10. In Kalva Suryanarayana v. Income-tax Officer,  71 I.T.R 422 ;  I S.C.R. 840 (SC)., the Supreme Court has merely reiterated its earlier view and has held that when tax is levied upon the partners of a registered firm assessed after its dissolution under Section 23(5)(a) read with Section 44 of the old Act, there is no joint and several liability of the partners la respect of the tax payable by each partner.

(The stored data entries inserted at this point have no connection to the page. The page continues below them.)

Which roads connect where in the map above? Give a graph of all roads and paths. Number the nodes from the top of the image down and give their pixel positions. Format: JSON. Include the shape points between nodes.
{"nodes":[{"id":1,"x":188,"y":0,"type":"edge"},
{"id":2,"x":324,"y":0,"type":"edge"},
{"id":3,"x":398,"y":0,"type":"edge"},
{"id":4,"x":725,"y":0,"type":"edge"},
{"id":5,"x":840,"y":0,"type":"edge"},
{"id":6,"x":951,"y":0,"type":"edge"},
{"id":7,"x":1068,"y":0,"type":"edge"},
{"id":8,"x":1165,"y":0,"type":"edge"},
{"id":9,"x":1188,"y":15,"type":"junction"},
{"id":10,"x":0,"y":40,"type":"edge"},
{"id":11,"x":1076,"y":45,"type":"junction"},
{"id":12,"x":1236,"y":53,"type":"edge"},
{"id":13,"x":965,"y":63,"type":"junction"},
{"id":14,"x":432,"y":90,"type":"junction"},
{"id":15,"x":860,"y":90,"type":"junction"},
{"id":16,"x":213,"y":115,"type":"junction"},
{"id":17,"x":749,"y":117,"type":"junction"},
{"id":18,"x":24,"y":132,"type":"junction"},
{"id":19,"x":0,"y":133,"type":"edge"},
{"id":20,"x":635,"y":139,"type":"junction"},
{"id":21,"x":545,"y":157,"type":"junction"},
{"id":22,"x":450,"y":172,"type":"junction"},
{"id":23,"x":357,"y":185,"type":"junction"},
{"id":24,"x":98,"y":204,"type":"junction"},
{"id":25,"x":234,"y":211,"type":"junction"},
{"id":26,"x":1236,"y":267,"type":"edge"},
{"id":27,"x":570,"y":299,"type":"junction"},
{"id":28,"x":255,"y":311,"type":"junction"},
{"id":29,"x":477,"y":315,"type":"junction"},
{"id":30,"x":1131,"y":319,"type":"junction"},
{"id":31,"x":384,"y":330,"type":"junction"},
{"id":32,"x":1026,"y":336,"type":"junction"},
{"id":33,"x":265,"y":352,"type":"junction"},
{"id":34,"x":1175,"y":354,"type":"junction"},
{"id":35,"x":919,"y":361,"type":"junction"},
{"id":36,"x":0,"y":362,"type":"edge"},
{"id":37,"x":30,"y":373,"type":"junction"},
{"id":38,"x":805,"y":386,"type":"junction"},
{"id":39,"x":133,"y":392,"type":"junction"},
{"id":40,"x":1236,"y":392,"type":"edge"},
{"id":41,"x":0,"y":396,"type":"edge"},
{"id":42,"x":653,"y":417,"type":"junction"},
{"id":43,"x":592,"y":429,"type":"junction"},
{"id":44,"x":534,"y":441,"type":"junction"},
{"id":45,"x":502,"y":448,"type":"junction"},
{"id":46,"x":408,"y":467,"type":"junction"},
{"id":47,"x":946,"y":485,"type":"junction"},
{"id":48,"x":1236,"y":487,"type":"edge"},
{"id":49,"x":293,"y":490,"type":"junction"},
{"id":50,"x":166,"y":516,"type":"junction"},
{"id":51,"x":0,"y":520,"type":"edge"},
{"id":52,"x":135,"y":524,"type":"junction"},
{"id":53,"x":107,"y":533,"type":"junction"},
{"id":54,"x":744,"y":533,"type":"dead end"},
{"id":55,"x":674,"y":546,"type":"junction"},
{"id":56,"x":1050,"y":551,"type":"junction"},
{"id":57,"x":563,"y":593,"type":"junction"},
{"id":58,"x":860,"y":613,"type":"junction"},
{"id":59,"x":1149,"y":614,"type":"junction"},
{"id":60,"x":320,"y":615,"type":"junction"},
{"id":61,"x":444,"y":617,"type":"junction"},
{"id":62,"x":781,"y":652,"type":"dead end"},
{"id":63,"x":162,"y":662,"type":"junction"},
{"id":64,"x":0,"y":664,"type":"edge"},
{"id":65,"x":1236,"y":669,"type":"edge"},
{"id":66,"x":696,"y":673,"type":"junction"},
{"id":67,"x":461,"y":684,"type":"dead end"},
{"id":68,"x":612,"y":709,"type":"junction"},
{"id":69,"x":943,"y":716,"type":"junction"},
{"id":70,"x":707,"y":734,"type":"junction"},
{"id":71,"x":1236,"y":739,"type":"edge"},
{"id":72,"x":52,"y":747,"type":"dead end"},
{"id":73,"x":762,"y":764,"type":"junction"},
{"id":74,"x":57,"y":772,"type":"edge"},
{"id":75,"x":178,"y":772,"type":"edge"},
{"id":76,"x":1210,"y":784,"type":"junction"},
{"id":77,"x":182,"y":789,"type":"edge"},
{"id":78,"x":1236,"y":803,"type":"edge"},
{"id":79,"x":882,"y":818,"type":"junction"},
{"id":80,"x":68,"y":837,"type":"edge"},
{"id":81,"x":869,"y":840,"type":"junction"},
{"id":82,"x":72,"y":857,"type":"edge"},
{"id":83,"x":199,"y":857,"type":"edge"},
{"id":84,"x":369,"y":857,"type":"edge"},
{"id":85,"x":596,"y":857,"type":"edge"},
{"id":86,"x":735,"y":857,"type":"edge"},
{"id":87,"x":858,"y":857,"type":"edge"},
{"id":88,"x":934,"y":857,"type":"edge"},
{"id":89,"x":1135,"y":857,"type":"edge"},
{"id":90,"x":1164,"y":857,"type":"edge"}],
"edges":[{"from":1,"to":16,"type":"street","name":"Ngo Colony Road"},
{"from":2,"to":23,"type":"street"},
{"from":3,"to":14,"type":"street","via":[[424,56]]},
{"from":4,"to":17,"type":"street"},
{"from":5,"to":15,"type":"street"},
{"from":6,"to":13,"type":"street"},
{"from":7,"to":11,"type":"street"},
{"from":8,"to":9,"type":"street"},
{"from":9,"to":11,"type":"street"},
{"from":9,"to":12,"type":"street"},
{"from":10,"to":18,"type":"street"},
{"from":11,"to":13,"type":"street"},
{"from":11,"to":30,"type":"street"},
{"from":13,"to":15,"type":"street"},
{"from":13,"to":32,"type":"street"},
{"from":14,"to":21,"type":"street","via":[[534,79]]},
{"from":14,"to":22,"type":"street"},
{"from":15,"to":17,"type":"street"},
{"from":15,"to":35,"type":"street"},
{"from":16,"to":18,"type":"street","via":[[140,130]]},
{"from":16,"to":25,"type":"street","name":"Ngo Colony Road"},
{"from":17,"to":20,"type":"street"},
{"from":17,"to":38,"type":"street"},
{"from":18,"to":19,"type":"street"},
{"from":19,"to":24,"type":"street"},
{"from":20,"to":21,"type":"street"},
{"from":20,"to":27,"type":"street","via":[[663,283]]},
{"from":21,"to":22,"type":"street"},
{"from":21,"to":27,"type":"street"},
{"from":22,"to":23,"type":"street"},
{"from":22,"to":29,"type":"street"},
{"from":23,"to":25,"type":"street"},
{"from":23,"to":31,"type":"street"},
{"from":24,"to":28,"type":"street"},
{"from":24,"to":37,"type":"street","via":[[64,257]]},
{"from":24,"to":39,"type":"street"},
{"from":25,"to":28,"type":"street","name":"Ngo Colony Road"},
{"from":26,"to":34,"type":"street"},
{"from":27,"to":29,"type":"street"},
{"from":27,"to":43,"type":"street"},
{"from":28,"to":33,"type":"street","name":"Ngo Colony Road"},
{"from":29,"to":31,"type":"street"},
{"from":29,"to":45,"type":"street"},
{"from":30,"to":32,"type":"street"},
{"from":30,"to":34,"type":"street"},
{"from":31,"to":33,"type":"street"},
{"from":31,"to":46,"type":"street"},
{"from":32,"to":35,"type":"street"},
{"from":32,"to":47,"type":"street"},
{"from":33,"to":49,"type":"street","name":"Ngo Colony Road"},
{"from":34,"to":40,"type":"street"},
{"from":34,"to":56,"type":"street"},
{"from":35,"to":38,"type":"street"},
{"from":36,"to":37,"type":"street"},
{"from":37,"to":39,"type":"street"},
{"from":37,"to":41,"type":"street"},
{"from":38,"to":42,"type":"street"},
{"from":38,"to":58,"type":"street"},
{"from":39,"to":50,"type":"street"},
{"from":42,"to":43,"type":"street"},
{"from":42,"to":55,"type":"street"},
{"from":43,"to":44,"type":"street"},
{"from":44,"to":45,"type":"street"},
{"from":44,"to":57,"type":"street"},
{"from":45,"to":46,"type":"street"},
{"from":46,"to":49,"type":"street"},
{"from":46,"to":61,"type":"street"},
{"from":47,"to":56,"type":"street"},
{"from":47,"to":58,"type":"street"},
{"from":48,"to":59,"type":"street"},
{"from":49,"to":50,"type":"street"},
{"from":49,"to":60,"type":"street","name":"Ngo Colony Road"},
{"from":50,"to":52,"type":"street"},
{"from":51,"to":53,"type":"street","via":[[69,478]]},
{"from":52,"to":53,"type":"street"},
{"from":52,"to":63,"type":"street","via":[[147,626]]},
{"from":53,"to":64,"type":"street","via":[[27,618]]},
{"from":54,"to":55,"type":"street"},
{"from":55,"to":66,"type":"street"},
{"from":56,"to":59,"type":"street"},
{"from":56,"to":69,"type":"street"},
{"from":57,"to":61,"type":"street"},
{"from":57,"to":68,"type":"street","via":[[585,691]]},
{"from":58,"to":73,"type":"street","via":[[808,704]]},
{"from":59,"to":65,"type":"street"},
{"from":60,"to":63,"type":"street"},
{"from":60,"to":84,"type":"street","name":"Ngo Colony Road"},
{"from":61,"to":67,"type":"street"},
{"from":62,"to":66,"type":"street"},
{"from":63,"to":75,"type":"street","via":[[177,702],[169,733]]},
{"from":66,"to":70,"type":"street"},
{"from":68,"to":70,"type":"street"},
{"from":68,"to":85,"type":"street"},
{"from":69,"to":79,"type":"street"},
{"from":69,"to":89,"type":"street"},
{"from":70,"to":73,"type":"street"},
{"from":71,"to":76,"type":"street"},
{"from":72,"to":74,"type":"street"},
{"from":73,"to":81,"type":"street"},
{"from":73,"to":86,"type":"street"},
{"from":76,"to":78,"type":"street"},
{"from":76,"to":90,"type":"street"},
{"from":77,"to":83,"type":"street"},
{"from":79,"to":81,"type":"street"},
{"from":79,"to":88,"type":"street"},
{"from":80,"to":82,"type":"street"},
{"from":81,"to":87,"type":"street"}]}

11. Mr. Raja Ram then urged that the amount sought to be realised probably includes penalty and interest and Sub-section (4) of Section 182 only provides for payment of tax and not interest and penalty. In the first place no foundation has been laid in the petition for such a contention. Secondly, the contention is palpably without force. The word ' tax ' in Sub-section (4) of Section 182 has been used in a comprehensive sense soas to include interest and penalty. As observed by the Supreme Court in C. A. Abraham v. Income-tax Officer,  41 I.T.R. 425;  2 S.C.R. 765 (S,C)., penalty is an additional tax. The petition fails and is dismissed with costs.